Problem details:
Reproduce verbatim only the lines from the one containing "index mcp: (1489, 800)" through the last line below, both included.

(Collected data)
────────────────
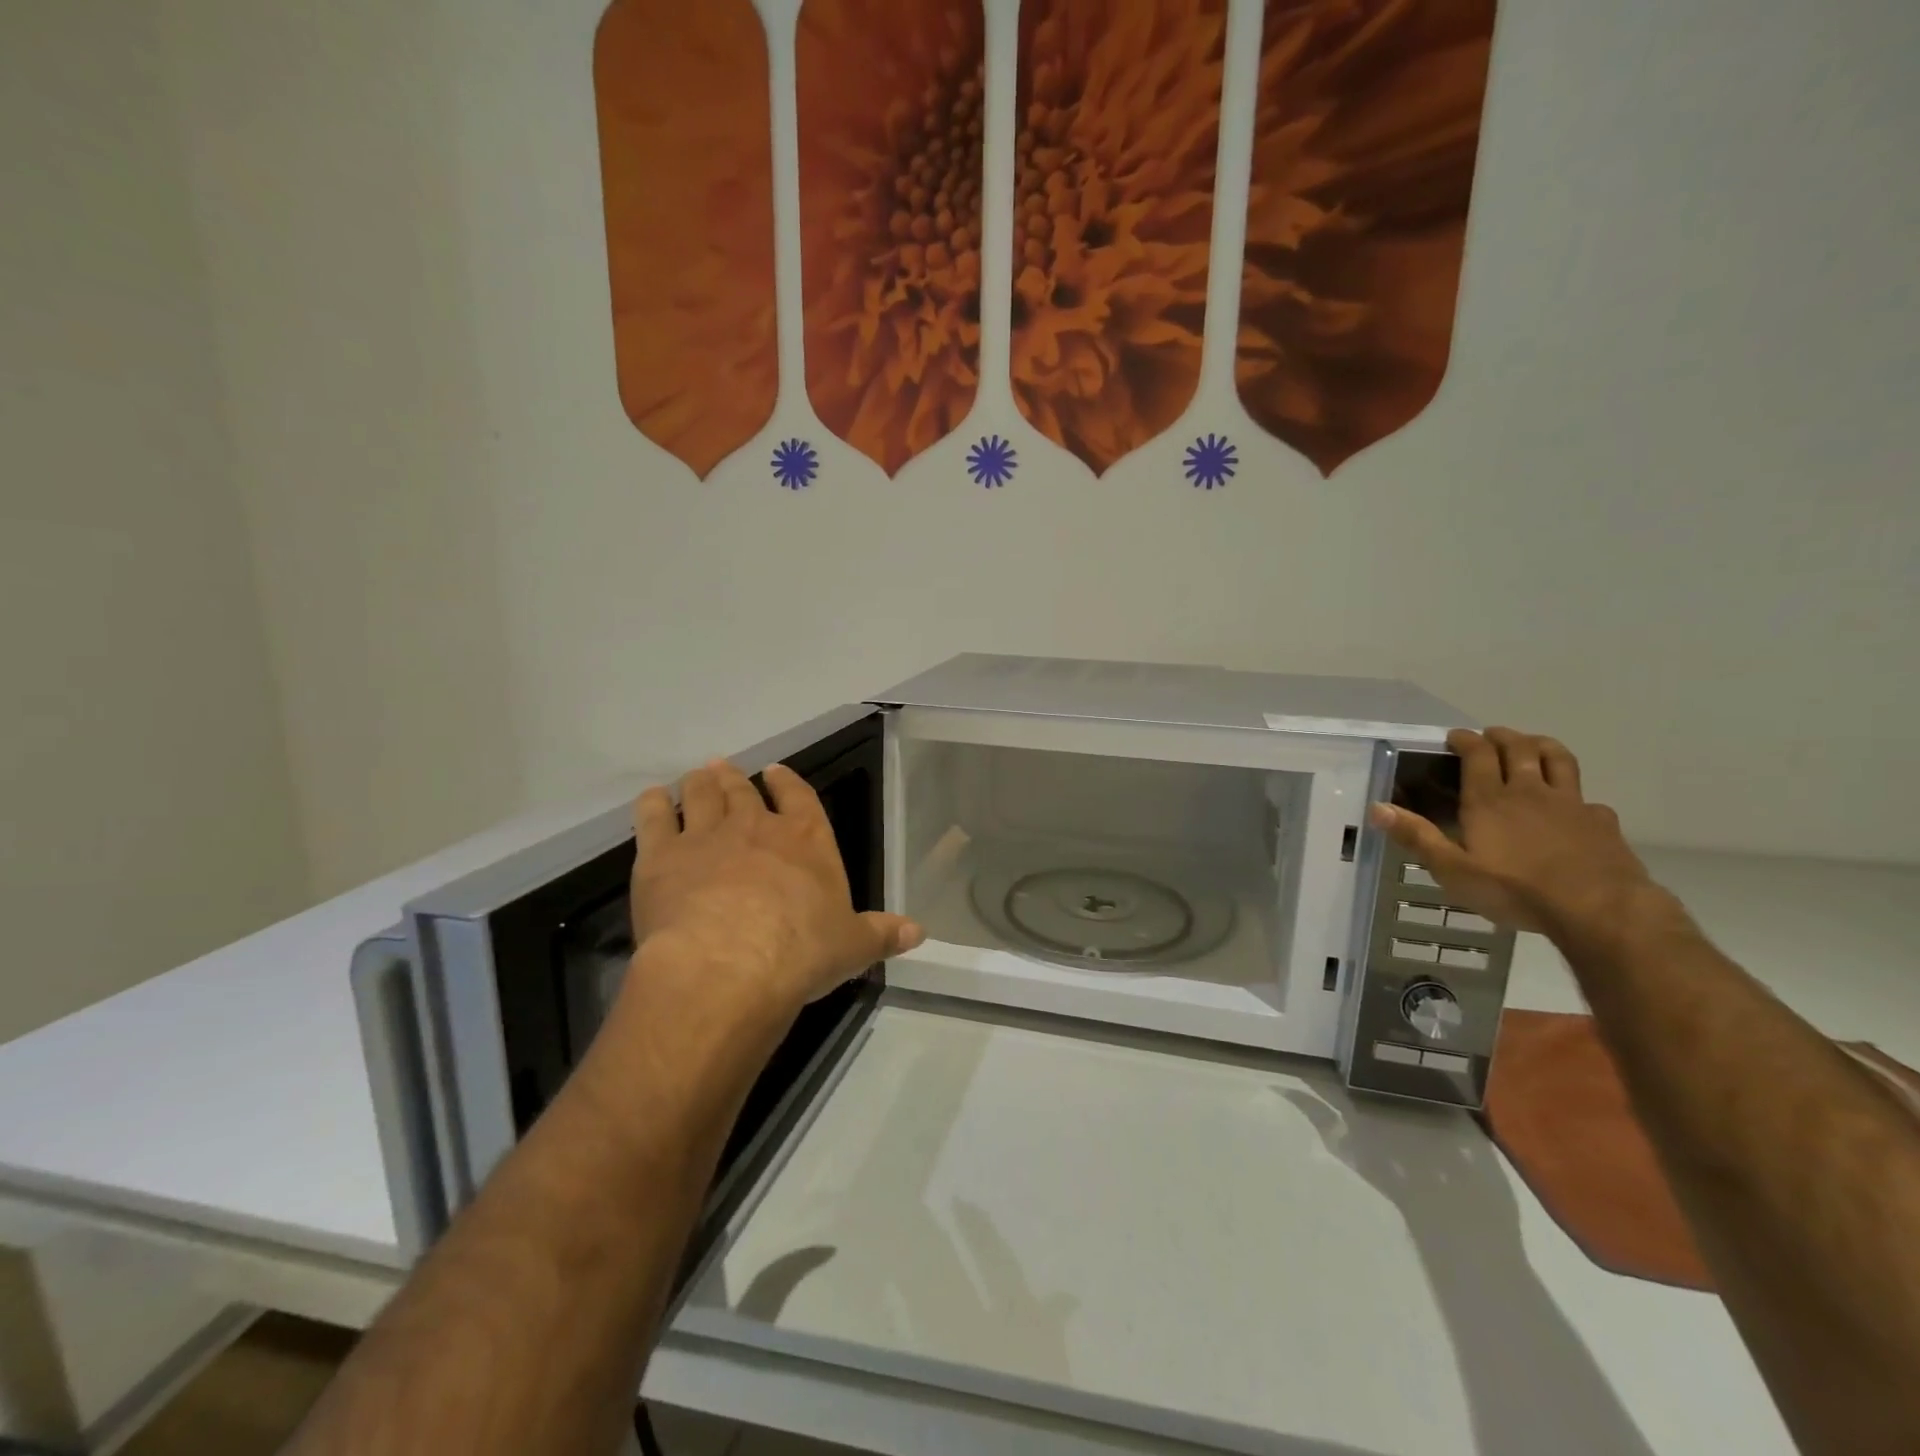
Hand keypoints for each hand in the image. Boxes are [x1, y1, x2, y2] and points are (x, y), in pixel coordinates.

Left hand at [629, 759, 923, 1016]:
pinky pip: (653, 817)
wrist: (728, 965)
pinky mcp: (660, 856)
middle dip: (735, 779)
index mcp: (805, 840)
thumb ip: (882, 934)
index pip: (799, 797)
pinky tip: (653, 799)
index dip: (786, 782)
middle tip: (725, 769)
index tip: (774, 771)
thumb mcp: (852, 947)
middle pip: (742, 792)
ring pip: (700, 795)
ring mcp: (705, 836)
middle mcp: (755, 827)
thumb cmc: (800, 953)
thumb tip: (919, 932)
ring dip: (699, 783)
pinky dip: (653, 804)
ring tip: (697, 777)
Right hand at [1368, 728, 1654, 935]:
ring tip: (1533, 745)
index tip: (1454, 736)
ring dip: (1543, 746)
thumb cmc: (1516, 889)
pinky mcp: (1601, 823)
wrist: (1598, 909)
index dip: (1465, 740)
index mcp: (1489, 800)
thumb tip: (1376, 807)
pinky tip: (1575, 808)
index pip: (1477, 754)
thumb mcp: (1453, 870)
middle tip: (1491, 735)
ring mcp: (1570, 804)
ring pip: (1558, 760)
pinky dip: (1577, 796)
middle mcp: (1529, 791)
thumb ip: (1417, 837)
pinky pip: (1588, 800)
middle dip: (1503, 736)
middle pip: (1519, 748)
────────────────
Written solution:
index mcp: (1489, 800)
thumb tip: (1376, 807)
pinky tip: (1575, 808)
index pip: (1477, 754)
thumb mcp: (1453, 870)
middle tip: (1491, 735)
ring mcp: (1570, 804)
ring pip: (1558, 760)
pinky dip: (1577, 796)
middle mcp: (1529, 791)
thumb ip: (1417, 837)
pinky pip: (1588, 800)
middle dip: (1503, 736)
middle pip: (1519, 748)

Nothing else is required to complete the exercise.